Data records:

+--

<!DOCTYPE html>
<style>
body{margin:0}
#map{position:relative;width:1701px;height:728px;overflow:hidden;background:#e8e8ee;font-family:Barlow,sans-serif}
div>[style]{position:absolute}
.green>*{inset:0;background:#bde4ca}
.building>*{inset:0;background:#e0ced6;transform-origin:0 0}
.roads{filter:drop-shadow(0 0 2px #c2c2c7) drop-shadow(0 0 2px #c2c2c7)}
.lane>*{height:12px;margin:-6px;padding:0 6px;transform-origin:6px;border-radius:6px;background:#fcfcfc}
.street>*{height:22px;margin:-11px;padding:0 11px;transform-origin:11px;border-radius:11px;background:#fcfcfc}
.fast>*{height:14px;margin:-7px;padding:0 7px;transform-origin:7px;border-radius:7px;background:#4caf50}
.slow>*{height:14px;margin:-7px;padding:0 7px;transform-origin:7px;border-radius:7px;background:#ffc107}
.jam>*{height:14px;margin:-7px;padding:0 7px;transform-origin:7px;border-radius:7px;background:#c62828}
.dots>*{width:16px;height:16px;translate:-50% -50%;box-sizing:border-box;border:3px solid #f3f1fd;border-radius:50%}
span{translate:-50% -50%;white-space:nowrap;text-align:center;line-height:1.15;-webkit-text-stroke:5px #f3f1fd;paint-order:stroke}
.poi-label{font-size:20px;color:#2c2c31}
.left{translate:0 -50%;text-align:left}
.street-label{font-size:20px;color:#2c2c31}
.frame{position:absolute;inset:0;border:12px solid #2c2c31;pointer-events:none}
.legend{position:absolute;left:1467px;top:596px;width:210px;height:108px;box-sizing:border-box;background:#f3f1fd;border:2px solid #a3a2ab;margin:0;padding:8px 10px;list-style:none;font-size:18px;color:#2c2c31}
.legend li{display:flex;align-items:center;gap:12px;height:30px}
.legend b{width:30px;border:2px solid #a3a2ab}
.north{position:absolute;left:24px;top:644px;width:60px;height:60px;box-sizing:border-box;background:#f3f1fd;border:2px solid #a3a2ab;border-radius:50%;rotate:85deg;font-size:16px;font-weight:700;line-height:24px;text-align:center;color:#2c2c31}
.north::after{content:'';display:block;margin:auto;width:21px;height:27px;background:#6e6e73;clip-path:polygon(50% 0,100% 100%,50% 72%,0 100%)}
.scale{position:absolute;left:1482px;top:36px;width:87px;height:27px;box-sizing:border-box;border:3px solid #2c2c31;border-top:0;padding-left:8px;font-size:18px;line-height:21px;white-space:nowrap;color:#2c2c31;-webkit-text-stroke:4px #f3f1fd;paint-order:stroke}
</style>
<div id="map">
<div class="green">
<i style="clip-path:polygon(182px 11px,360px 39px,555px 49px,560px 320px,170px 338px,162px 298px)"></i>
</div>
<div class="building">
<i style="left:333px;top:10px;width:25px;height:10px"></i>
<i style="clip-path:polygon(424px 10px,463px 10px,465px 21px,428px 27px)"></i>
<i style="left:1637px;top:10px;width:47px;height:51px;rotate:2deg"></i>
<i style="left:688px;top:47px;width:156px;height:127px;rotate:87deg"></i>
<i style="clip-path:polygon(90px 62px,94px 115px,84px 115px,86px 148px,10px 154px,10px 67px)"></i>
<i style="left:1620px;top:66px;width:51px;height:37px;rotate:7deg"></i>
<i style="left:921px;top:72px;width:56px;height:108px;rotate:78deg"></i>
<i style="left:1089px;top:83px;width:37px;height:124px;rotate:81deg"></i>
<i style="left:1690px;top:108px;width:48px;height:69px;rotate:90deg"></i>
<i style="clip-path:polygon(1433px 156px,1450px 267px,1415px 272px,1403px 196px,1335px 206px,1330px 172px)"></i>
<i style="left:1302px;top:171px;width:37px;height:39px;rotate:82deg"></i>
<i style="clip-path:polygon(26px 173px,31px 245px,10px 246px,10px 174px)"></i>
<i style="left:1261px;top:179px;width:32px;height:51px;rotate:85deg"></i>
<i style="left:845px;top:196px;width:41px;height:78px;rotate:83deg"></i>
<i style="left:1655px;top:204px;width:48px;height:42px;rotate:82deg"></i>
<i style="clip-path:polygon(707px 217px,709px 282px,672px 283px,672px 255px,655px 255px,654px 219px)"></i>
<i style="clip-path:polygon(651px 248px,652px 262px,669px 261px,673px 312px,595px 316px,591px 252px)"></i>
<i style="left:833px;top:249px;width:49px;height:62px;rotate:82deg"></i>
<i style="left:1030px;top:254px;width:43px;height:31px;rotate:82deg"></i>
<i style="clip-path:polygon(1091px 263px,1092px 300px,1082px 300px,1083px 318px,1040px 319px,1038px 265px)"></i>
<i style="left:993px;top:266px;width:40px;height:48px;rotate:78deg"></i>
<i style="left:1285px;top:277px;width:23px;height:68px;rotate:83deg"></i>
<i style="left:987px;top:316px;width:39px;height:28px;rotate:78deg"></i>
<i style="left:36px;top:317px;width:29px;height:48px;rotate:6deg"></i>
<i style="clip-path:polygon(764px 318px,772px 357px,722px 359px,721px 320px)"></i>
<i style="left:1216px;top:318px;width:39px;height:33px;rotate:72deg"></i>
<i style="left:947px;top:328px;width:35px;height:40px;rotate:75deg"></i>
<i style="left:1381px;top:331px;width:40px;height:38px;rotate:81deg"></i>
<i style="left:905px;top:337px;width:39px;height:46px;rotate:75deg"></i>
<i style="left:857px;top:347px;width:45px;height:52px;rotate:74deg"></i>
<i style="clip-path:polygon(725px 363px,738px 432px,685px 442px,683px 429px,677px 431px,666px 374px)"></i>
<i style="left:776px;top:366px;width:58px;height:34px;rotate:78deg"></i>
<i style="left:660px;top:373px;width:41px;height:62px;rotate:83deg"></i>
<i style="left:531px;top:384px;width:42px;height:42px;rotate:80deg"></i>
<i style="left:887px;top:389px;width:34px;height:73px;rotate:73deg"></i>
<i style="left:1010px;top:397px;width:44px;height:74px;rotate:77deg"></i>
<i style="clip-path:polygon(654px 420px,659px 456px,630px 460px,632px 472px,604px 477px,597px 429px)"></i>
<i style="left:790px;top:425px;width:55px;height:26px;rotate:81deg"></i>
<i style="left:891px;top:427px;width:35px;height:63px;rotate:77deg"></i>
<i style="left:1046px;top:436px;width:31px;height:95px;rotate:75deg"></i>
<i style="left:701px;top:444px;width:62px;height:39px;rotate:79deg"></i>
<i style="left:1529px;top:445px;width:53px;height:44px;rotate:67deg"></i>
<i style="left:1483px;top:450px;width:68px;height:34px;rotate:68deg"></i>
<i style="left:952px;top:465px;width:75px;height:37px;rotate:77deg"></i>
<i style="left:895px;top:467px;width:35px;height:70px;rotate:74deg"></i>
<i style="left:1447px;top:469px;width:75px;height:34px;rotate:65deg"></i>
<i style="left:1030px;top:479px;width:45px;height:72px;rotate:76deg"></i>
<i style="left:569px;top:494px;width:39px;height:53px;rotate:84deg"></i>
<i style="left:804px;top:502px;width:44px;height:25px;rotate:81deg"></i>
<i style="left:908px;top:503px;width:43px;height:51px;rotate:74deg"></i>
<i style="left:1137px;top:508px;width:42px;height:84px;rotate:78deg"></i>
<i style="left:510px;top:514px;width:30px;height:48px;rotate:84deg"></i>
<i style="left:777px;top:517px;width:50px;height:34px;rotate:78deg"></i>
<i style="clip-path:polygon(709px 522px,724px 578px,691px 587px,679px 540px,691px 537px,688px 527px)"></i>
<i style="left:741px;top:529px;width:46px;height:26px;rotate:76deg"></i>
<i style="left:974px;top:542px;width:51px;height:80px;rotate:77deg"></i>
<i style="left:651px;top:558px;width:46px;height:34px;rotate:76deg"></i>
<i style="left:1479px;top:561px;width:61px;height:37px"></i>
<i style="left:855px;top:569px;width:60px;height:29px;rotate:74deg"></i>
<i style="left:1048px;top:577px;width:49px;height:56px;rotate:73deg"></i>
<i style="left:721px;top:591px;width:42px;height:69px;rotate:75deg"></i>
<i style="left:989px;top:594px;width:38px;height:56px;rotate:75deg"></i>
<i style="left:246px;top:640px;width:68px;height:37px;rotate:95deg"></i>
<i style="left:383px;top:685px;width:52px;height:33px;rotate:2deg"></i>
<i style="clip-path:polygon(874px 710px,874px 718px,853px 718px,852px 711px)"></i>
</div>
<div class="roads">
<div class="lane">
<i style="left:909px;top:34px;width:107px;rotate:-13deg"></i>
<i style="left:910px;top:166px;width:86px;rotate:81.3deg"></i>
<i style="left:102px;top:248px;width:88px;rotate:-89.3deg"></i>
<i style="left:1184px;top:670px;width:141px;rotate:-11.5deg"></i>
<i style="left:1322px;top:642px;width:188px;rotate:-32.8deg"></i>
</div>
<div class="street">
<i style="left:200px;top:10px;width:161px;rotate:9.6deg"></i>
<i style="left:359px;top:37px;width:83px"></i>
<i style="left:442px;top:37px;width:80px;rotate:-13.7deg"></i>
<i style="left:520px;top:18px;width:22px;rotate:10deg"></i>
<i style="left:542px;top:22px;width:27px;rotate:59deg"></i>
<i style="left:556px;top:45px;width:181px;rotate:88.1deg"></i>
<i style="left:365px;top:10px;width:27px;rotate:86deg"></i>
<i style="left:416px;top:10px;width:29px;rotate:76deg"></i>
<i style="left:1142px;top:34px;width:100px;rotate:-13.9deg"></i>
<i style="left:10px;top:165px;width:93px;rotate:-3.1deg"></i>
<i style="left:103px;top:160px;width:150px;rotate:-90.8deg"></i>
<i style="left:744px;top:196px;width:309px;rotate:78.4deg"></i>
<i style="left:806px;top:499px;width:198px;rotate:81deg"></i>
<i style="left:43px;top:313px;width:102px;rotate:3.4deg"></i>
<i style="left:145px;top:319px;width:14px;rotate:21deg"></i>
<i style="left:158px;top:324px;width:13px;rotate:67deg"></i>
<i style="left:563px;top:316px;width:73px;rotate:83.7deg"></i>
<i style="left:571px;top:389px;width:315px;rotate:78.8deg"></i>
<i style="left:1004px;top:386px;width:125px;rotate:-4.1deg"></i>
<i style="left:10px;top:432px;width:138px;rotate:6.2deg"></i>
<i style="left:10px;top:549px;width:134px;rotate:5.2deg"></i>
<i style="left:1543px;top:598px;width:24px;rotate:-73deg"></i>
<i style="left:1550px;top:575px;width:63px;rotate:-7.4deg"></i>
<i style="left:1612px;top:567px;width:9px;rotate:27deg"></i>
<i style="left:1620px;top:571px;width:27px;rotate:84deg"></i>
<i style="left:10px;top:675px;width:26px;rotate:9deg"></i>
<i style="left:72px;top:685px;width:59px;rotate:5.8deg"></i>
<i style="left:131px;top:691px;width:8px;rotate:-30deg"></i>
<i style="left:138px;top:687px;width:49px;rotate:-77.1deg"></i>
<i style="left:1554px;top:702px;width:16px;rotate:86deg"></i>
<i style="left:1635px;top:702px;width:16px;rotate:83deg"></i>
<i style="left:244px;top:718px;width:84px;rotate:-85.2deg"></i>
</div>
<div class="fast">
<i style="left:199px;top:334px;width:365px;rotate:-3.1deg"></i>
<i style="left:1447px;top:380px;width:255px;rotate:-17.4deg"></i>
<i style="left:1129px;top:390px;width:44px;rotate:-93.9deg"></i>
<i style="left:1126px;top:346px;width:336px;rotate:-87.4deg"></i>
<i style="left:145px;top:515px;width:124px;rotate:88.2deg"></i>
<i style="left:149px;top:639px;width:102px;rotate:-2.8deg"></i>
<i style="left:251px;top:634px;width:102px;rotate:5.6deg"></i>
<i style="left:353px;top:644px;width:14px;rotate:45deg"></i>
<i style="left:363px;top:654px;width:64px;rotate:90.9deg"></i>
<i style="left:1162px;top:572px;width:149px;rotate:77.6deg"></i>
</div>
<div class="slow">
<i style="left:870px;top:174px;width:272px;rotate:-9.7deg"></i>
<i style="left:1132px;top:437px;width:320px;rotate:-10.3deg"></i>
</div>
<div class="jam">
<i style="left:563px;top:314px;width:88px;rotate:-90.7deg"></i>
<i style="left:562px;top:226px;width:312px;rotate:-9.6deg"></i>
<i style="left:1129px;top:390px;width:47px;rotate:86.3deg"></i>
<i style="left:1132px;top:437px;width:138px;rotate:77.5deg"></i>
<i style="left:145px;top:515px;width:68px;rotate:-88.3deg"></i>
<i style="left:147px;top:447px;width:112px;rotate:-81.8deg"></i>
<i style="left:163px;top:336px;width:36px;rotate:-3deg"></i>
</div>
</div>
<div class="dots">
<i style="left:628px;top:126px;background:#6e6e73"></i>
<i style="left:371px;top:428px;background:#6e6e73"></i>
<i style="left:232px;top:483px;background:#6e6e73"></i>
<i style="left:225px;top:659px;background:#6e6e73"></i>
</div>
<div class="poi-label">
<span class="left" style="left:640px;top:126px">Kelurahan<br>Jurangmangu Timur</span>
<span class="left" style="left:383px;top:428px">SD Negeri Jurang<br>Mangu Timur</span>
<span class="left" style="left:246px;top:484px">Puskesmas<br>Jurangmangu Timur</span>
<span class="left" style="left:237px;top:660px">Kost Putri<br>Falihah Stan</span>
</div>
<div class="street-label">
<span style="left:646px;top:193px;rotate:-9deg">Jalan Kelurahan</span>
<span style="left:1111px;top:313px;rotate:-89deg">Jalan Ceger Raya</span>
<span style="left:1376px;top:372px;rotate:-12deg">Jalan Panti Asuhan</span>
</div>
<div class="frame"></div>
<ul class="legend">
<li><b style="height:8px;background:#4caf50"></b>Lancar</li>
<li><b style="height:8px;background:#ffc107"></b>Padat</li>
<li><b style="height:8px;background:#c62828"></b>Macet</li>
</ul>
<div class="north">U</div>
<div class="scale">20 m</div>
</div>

+--

* **What you need to do**
Set down the lines of the records exactly, from the first one through the line containing "2px #c2c2c7) drop-shadow(0", and add nothing else.

* **Answer**
<!DOCTYPE html>
<style>
body{margin:0}
#map{position:relative;width:1701px;height:728px;overflow:hidden;background:#e8e8ee;font-family:Barlow,sans-serif}
div>[style]{position:absolute}
.green>*{inset:0;background:#bde4ca}
.building>*{inset:0;background:#e0ced6;transform-origin:0 0}
.roads{filter:drop-shadow(0 0 2px #c2c2c7) drop-shadow(0 0 2px #c2c2c7)}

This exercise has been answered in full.